--- Records ---

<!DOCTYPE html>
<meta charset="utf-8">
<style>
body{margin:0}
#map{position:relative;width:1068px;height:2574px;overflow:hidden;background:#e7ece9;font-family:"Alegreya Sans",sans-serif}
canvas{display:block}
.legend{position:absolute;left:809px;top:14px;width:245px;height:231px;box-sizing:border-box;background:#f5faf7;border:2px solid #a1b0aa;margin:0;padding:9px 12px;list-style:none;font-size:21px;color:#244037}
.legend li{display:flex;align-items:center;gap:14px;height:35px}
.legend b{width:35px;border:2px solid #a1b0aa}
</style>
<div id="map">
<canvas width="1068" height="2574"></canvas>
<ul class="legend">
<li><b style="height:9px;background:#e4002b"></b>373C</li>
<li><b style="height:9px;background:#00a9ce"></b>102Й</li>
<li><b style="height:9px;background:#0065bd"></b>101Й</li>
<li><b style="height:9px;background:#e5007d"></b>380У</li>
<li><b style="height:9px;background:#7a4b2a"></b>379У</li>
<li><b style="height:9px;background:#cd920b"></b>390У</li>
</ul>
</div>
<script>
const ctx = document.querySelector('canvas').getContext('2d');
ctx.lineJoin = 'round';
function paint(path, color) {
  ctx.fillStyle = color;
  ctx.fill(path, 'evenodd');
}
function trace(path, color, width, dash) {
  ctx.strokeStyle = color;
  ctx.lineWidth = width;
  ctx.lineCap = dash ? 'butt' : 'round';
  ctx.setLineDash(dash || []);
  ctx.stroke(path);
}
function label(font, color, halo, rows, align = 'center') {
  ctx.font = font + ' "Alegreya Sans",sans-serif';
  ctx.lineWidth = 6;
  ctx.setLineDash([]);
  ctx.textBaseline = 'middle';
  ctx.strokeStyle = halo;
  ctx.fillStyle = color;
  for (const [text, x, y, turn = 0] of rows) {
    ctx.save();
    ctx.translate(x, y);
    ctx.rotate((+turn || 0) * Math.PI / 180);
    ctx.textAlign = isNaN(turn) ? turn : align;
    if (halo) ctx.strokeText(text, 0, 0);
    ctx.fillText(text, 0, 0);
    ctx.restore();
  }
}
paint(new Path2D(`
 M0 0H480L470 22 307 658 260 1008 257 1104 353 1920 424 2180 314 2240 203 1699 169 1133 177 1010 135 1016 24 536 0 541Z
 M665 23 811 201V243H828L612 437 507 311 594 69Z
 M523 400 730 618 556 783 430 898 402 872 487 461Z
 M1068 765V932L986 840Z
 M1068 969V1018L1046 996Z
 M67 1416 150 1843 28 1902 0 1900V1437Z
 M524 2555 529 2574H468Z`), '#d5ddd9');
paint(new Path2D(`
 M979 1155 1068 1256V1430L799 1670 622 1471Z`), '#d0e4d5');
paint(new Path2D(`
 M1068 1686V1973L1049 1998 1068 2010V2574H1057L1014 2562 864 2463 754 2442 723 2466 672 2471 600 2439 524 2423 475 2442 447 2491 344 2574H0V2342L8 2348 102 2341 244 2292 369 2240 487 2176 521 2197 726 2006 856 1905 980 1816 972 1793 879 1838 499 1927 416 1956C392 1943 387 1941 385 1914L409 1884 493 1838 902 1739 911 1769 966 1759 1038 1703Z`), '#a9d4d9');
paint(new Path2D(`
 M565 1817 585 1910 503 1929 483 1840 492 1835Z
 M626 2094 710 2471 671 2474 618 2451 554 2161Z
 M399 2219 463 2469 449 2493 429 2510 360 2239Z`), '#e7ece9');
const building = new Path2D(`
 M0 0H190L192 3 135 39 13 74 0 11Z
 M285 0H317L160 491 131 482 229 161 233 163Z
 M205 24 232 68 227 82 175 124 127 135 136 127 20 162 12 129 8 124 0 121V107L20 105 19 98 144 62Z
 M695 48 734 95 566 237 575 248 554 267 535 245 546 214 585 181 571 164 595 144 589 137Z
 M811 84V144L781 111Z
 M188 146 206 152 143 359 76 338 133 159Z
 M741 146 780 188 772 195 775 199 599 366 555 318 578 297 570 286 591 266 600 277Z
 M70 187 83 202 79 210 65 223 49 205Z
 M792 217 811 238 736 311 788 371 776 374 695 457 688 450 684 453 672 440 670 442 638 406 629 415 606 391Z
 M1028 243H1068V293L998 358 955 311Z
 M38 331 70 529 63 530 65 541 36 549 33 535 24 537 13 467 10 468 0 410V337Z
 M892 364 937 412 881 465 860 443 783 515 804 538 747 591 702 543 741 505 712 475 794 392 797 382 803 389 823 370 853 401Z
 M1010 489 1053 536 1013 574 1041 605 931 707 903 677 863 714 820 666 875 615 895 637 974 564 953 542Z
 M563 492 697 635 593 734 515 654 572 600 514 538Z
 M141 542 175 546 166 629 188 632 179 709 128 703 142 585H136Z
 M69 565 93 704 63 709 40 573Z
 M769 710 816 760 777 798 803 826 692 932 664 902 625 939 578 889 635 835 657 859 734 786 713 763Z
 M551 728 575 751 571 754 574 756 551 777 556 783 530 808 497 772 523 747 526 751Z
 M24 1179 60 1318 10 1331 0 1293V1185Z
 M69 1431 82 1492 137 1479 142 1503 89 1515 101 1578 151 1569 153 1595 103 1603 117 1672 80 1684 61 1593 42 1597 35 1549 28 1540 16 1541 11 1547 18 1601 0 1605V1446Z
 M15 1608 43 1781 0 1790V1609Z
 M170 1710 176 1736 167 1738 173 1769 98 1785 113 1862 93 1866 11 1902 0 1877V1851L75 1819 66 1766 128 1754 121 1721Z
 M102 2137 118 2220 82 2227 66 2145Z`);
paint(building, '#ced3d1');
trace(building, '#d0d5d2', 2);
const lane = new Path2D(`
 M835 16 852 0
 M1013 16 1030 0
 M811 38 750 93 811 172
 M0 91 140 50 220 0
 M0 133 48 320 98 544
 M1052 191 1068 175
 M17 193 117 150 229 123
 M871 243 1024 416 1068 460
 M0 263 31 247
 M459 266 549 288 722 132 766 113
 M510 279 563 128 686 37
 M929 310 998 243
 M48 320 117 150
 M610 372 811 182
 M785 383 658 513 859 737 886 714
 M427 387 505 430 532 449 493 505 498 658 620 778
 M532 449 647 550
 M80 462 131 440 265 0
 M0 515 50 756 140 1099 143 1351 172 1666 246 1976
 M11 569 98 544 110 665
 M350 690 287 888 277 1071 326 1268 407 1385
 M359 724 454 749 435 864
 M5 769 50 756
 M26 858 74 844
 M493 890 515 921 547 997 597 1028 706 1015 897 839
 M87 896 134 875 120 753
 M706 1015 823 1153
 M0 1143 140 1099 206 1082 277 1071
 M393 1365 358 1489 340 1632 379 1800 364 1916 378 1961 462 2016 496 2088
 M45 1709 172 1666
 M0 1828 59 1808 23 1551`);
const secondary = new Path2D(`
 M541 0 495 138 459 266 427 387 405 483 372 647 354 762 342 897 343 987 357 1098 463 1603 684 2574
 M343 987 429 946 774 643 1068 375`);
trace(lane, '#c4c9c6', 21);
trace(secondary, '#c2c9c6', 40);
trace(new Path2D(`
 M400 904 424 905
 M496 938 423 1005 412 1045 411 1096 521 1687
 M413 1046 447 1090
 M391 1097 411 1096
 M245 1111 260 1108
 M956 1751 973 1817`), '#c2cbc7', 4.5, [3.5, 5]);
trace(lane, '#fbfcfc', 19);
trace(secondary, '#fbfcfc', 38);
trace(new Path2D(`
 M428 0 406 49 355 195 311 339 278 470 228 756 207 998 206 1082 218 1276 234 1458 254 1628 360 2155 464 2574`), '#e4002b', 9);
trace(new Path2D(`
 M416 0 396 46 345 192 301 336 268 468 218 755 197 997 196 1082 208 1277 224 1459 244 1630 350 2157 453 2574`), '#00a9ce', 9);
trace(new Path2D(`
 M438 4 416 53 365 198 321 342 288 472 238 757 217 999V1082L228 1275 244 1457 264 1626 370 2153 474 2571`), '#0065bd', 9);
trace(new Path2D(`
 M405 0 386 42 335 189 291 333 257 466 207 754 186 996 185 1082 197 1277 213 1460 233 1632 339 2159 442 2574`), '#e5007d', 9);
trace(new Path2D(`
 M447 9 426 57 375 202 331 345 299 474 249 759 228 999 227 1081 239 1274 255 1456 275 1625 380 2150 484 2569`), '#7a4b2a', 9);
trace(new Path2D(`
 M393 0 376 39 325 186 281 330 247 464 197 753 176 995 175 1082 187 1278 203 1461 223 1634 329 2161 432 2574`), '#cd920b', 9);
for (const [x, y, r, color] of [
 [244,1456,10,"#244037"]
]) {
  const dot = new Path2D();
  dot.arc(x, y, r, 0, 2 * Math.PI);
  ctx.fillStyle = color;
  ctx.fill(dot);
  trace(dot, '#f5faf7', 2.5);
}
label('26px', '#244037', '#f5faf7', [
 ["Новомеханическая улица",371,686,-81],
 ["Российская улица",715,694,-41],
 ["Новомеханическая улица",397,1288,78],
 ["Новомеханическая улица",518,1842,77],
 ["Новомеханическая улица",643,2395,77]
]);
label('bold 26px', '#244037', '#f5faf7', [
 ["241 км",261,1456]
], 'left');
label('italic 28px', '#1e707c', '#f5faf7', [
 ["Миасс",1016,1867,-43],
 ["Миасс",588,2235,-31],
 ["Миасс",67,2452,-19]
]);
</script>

---

Task item: Starting with the line above that holds "ctx.setLineDash(dash || []);" and stopping with the line that holds "M67 1416 150 1843 28 1902 0 1900V1437Z", reproduce each line exactly, omitting all other lines.

Answer space:
  ctx.setLineDash(dash || []);
  ctx.stroke(path);
}
function label(font, color, halo, rows, align = 'center') {
  ctx.font = font + ' "Alegreya Sans",sans-serif';
  ctx.lineWidth = 6;
  ctx.setLineDash([]);
  ctx.textBaseline = 'middle';
  ctx.strokeStyle = halo;
  ctx.fillStyle = color;
  for (const [text, x, y, turn = 0] of rows) {
    ctx.save();
    ctx.translate(x, y);
    ctx.rotate((+turn || 0) * Math.PI / 180);
    ctx.textAlign = isNaN(turn) ? turn : align;
    if (halo) ctx.strokeText(text, 0, 0);
    ctx.fillText(text, 0, 0);
    ctx.restore();
  }
}
paint(new Path2D(`
 M0 0H480L470 22 307 658 260 1008 257 1104 353 1920 424 2180 314 2240 203 1699 169 1133 177 1010 135 1016 24 536 0 541Z
 M665 23 811 201V243H828L612 437 507 311 594 69Z
 M523 400 730 618 556 783 430 898 402 872 487 461Z
 M1068 765V932L986 840Z
 M1068 969V1018L1046 996Z
 M67 1416 150 1843 28 1902 0 1900V1437Z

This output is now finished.